Picture1The outsourcing journey began 23 years ago, when it was all about labor arbitrage and the focus was on cost and offshore labor– but if you think outsourcing is dead, you’re wrong – it’s just been reinvented; the outsourcing revenue decline over the past 7 years since the peak of 2014 shows no signs of turning around anytime soon, but at the
same time, we see a dramatic and rapid increase in the market for digitally-fueled deals–service offerings powered by new technology, new business models, new pricing, automation driven labor arbitrage, more cloud, and more service as software.

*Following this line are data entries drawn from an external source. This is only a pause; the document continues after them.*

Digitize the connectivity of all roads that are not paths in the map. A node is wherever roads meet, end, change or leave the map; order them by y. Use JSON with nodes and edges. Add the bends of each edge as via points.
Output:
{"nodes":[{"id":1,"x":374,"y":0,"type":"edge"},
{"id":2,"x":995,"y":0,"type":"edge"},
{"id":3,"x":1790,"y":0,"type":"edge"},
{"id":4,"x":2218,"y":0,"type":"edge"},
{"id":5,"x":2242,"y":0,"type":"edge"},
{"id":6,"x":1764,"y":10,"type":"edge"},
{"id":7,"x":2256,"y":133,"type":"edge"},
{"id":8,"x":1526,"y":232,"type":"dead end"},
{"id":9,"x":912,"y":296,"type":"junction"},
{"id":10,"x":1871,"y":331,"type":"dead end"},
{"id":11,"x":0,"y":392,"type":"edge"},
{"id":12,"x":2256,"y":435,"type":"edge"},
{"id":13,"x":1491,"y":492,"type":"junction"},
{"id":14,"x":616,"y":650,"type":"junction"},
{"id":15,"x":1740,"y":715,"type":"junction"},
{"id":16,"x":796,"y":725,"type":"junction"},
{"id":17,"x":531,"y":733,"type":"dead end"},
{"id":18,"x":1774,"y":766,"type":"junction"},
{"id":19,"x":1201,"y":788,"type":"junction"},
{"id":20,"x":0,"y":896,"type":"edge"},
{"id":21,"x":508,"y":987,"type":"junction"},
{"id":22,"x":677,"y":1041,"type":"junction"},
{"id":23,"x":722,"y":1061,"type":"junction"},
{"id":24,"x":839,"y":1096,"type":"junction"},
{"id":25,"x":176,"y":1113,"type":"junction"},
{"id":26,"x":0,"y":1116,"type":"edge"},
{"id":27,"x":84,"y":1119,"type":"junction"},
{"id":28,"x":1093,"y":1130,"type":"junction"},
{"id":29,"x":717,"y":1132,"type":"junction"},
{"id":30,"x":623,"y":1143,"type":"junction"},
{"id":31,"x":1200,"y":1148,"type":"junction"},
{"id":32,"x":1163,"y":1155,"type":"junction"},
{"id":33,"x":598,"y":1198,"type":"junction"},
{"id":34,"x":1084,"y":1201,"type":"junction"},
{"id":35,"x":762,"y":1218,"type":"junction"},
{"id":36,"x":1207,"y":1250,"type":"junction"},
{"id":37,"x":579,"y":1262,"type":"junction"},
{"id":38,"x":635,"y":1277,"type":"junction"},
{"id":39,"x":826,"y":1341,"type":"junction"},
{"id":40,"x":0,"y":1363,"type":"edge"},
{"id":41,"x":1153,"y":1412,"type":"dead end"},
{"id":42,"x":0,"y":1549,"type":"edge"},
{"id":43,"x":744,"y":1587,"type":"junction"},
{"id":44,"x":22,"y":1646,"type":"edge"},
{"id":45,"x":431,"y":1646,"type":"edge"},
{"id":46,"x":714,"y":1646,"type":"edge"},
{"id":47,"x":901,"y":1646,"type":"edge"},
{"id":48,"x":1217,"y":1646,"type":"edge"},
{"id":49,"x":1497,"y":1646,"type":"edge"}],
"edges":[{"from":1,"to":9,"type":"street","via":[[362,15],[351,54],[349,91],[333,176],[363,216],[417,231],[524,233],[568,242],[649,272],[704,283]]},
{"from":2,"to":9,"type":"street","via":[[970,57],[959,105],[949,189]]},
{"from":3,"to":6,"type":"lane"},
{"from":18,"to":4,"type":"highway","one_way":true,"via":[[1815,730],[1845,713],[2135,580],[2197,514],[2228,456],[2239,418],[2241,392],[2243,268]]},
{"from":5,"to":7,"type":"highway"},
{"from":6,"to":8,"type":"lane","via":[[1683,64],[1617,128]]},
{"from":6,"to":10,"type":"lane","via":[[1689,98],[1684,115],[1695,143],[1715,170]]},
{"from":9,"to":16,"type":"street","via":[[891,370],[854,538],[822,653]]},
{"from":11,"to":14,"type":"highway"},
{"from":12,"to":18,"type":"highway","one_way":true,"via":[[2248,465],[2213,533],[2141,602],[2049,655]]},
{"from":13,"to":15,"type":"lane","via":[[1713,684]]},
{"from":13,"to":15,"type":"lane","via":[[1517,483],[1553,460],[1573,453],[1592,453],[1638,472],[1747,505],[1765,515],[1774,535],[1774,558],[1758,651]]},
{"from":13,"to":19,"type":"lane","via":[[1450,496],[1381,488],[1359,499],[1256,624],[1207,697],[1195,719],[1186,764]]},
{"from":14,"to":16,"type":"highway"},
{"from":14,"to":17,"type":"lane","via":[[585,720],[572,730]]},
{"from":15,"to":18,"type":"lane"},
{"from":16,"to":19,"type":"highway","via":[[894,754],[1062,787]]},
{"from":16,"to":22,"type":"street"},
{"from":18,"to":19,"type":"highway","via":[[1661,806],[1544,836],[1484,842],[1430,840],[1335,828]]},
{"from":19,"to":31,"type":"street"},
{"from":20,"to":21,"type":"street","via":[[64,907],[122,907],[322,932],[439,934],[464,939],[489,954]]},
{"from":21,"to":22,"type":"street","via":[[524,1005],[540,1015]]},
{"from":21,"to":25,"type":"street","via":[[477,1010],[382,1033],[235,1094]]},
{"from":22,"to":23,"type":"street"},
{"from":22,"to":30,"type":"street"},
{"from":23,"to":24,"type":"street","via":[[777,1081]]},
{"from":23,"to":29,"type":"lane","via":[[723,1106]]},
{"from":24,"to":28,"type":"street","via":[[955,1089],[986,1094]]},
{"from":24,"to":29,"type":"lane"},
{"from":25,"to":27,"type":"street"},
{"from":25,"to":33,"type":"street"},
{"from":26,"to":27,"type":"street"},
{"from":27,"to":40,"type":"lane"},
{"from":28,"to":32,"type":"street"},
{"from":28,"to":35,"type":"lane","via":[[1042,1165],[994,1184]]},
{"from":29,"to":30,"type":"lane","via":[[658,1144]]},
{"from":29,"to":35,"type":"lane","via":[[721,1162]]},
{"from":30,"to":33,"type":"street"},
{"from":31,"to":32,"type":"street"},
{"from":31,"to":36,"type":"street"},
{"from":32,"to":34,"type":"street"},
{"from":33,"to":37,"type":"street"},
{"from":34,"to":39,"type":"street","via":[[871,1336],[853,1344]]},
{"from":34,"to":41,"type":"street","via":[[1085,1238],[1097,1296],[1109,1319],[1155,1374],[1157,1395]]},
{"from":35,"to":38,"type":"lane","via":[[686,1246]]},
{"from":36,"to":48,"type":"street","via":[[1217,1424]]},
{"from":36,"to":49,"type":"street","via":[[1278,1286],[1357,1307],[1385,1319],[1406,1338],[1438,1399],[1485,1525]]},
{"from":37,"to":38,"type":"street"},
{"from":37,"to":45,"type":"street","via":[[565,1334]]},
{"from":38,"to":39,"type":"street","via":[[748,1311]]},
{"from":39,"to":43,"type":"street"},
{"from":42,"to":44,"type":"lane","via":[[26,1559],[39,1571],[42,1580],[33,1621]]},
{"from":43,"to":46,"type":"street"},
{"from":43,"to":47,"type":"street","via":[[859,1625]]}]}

At a key inflection point, enterprises are seeing the convergence of emerging technologies with business operations & digital transformation for a new type of outsourcing, as they re-think their business processes, organizational structure and sourcing, pricing & revenue models to adopt to a new Digital world. Never before have there been such opportunities for those seeking better, faster, and lower-cost services. If you are like most business and tech executives, you are probably dissatisfied, if not fed-up with traditional outsourcing and its labor arbitrage-centric business model. Most of the savings have evaporated, performance is lagging, and the innovation isn’t coming fast enough.

The advent of RPA, Cloud, IoT and advanced analytics is changing the nature of how the work gets done. These technologies combined with new players and new business models  are driving the reincarnation of outsourcing! New digitally-fueled service offerings are ushering in a wave of heretofore unachievable benefits and it couldn’t have come at a better time. Many enterprises still prefer the bulk of the work, the investment and the risk to be borne by an outsourced service provider.  These customers simply want the results. With the implementation of digital transformation services, clients are beginning to realize that they can now have outcome driven engagements with providers that can drive real innovation without the cost, risk and time investment.

“Many analysts have enjoyed predicting the demise of outsourcing several times over the past decade. And they continue to be wrong.  Outsourcing is alive and well, but being revived through Digitally fueled services,” said Frank Casale Founder of The Outsourcing Institute & The Institute for Robotic Process Automation & Artificial Intelligence.  “That said, the nature of outsourcing is indeed changing; while the old outsourcing models are in fact dead, a new digital services industry is being born. When I launched the Outsourcing Institute in 1993, outsourcing was all about labor arbitrage and mostly your mess for less; it has pretty much remained the same for the past two decades. But this original iteration of outsourcing began to run out of steam over the past decade.   Customers wanted innovation, but weren’t getting it from their traditional outsourcing contracts.  Along come digitally fueled services powered by new technology, new business models, new pricing and less labor arbitrage. This is the New Outsourcing.”

“Digital enterprise transformation is the primary focus of The Outsourcing Institute’s 2017 programs because this is truly where the industry is headed, and needs to move to very quickly. While there are plenty of members who are still in the thralls of traditional offshoring and outsourcing deals, it is clear that those models are no-longer sustainable based on accelerating technology and business convergence, market dynamics and potentially political pressure,” says Daniel Goodstein, President of The Outsourcing Institute. It’s imperative that the marketplace and our members begin to shift to the ‘New Outsourcing’, leverage digitally-fueled services and re-think the way they are operating and getting work done. We plan to focus a significant portion of our content, events and advice around examining the impact of digital technologies on the marketplace in the coming years.”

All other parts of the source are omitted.